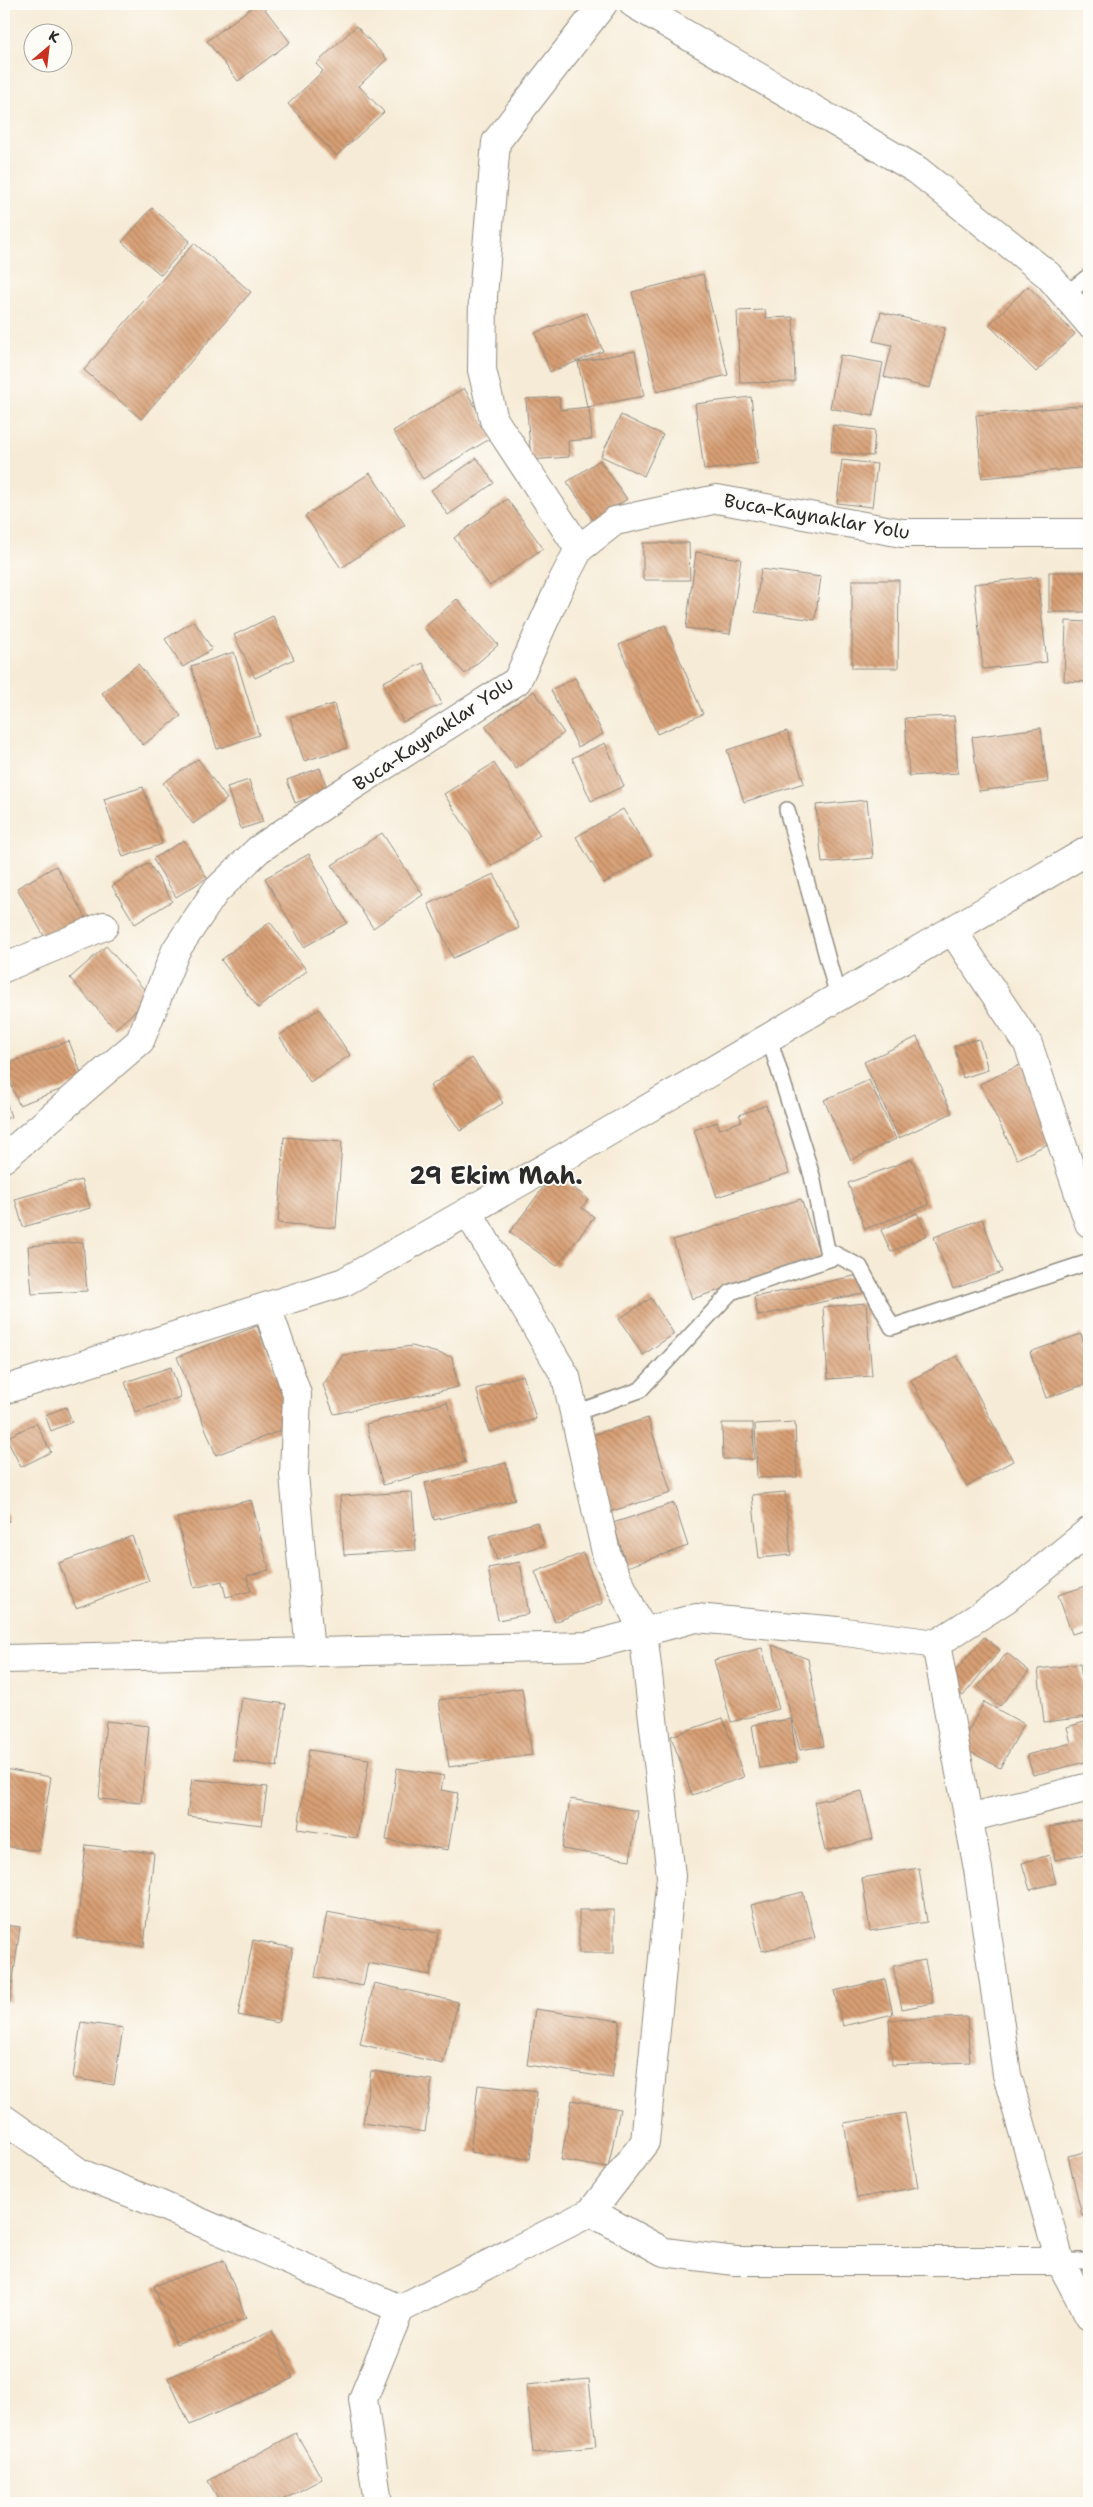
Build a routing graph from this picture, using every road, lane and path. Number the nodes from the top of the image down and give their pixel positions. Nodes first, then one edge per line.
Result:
1 (603, 4) edge
2 (634, 4) edge
3 (1089, 276) edge
4 (1065, 295) junction
5 (1089, 323) edge
6 (1089, 533) edge
7 (579, 549) junction
8 (787, 810) dead end
9 (1089, 850) edge
10 (104, 926) dead end
11 (952, 930) junction
12 (4, 968) edge
13 (838, 997) junction
14 (769, 1038) junction
15 (4, 1158) edge
16 (468, 1212) junction
17 (1089, 1223) edge
18 (838, 1256) junction
19 (1089, 1262) edge
20 (267, 1307) junction
21 (4, 1390) edge
22 (575, 1414) junction
23 (1089, 1531) edge
24 (643, 1632) junction
25 (936, 1644) junction
26 (310, 1653) junction
27 (4, 1659) edge
28 (1089, 1787) edge
29 (969, 1818) junction
30 (4, 2119) edge
31 (591, 2212) junction
32 (1060, 2261) junction
33 (1089, 2261) edge
34 (400, 2308) junction
35 (1089, 2316) edge
36 (378, 2503) edge

1 - 7 street
2 - 4 street
3 - 4 lane
4 - 5 street
6 - 7 street, Buca-Kaynaklar Yolu
7 - 15 street, Buca-Kaynaklar Yolu
8 - 13 lane
9 - 11 street
10 - 12 street
11 - 13 street
11 - 17 street
13 - 14 street
14 - 16 street
14 - 18 lane
16 - 20 street
16 - 22 street
18 - 19 lane
18 - 22 lane
20 - 21 street
20 - 26 street
22 - 24 street
23 - 25 street
24 - 25 street
24 - 26 street
24 - 31 street
25 - 29 street
26 - 27 street
28 - 29 street
29 - 32 street
30 - 34 street
31 - 32 street
31 - 34 street
32 - 33 lane
32 - 35 street
34 - 36 street

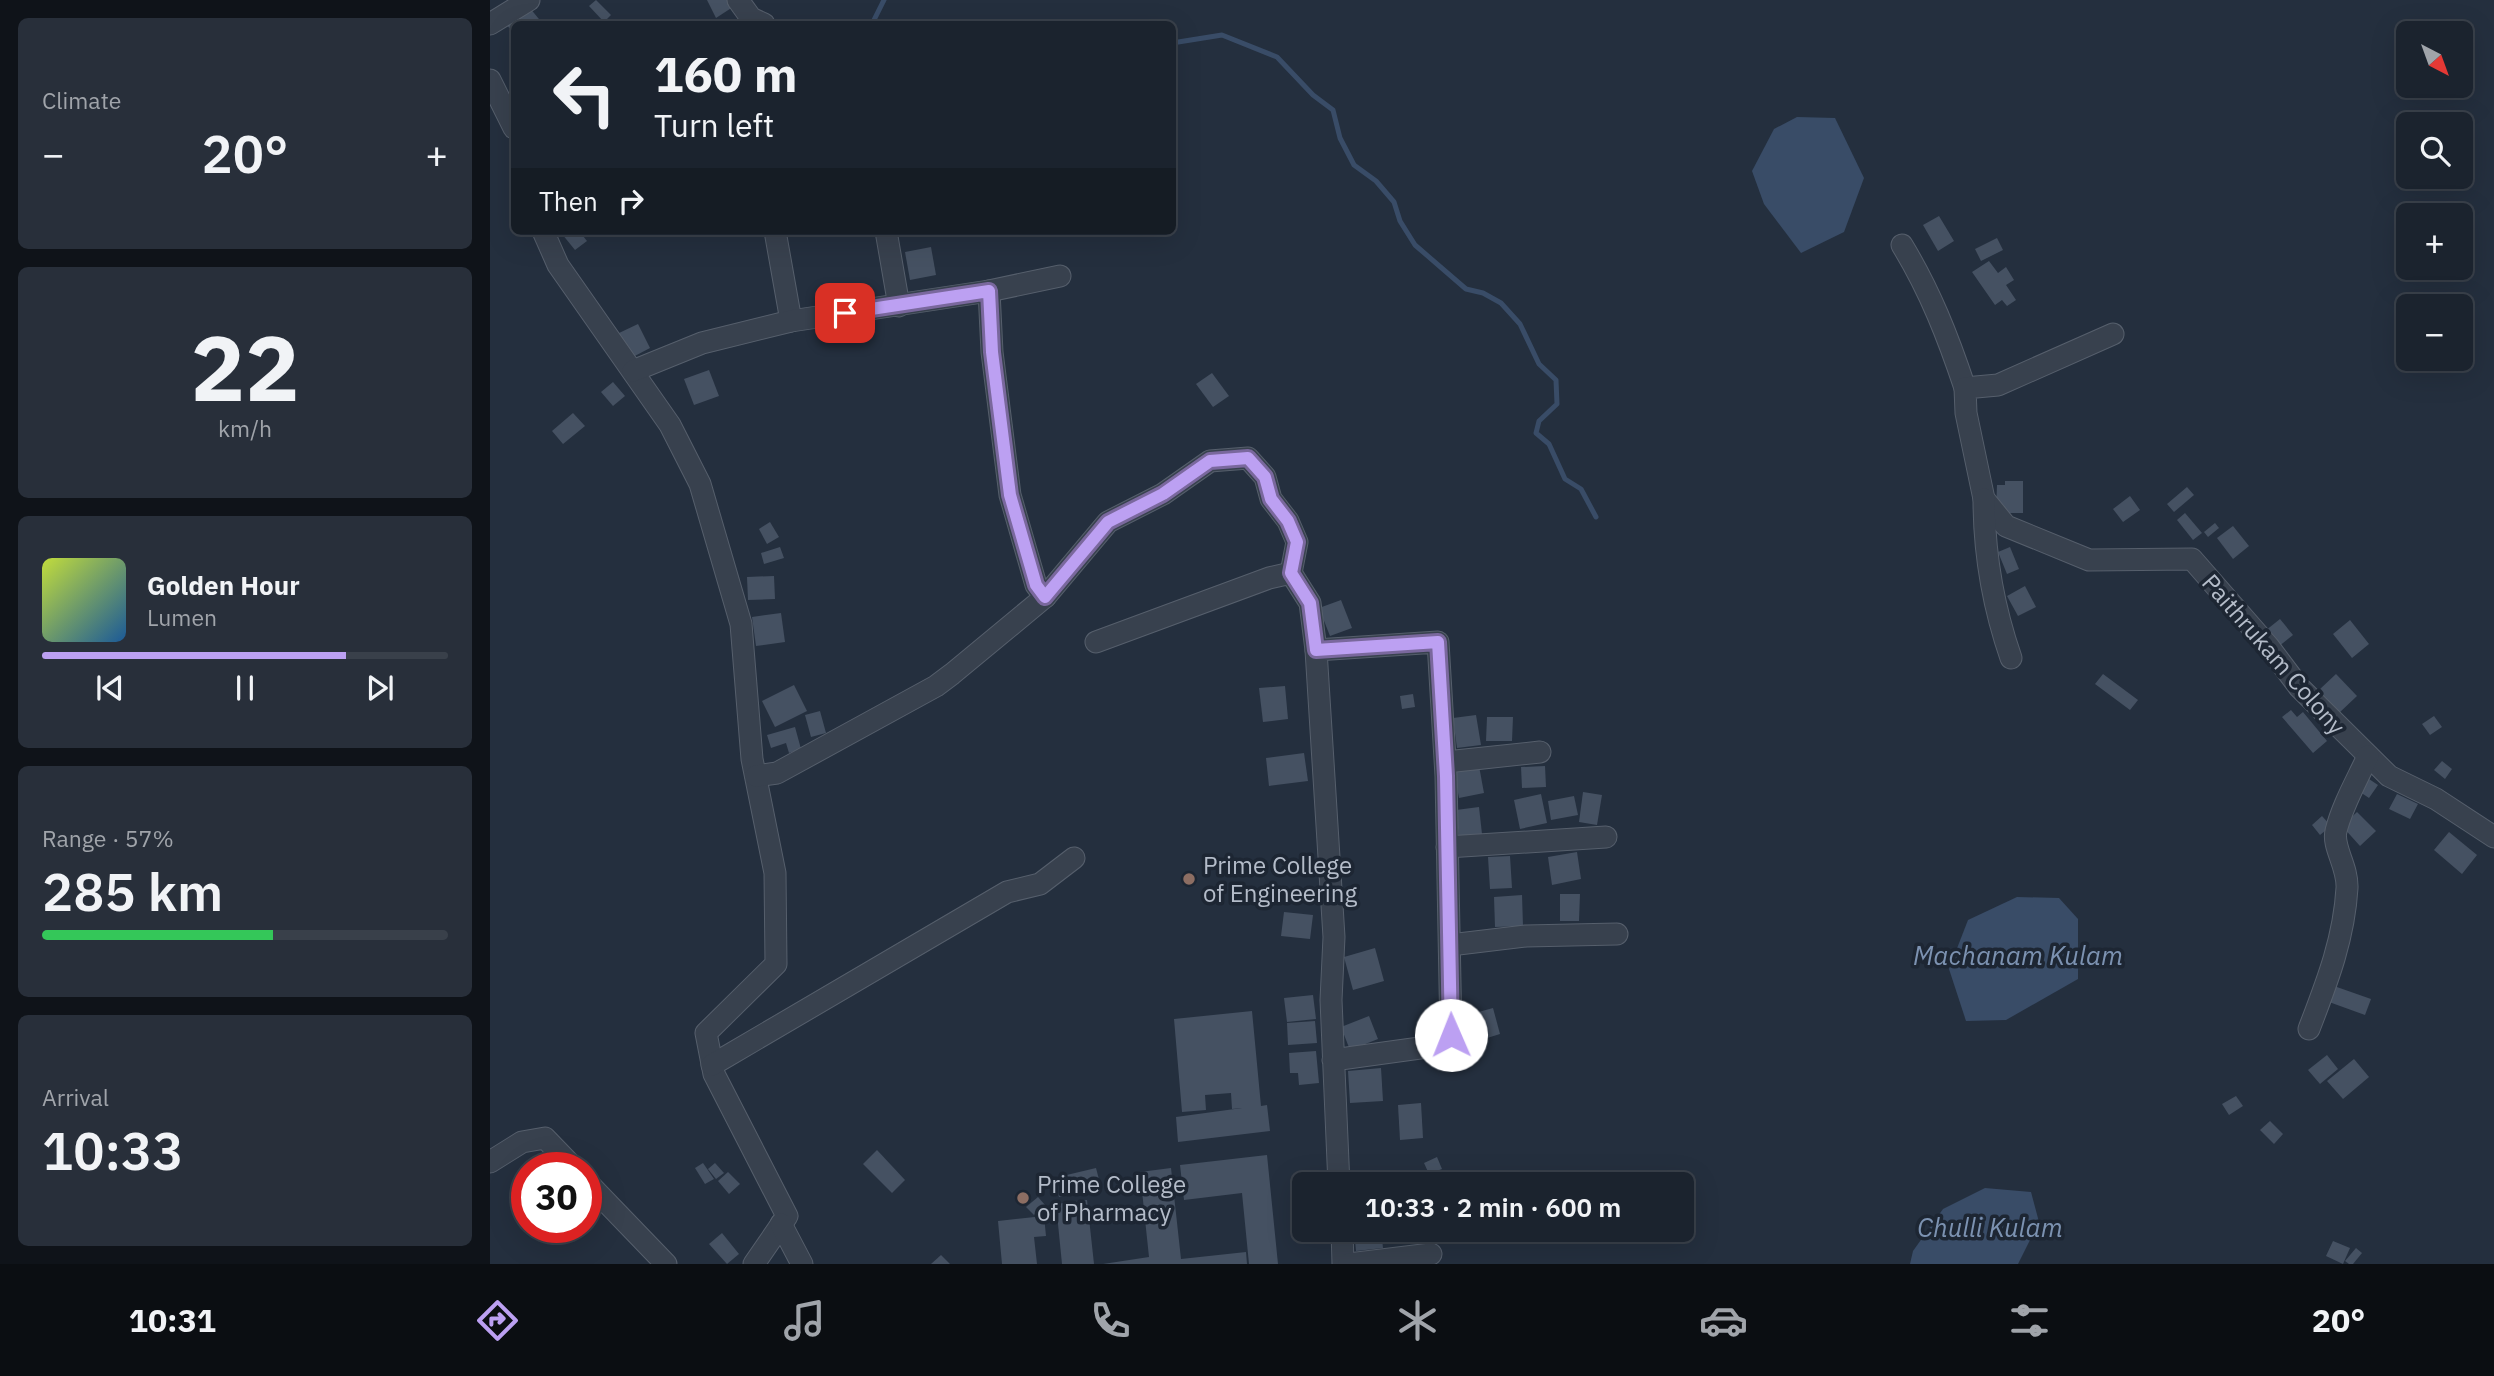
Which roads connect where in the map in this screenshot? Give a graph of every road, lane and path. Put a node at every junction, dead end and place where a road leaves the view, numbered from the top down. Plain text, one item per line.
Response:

→ **Goal of the exercise**: Reproduce every line of the material above that has the string "path".

→ **Response to this exercise**:
Build a routing graph from this picture, using every road, lane and path. Number the nodes from the top of the image down and give their pixel positions. Nodes first, then one edge per line.
Which roads connect where in the map in this screenshot? Give a graph of every road, lane and path. Put a node at every junction, dead end and place where a road leaves the view, numbered from the top down. Plain text, one item per line.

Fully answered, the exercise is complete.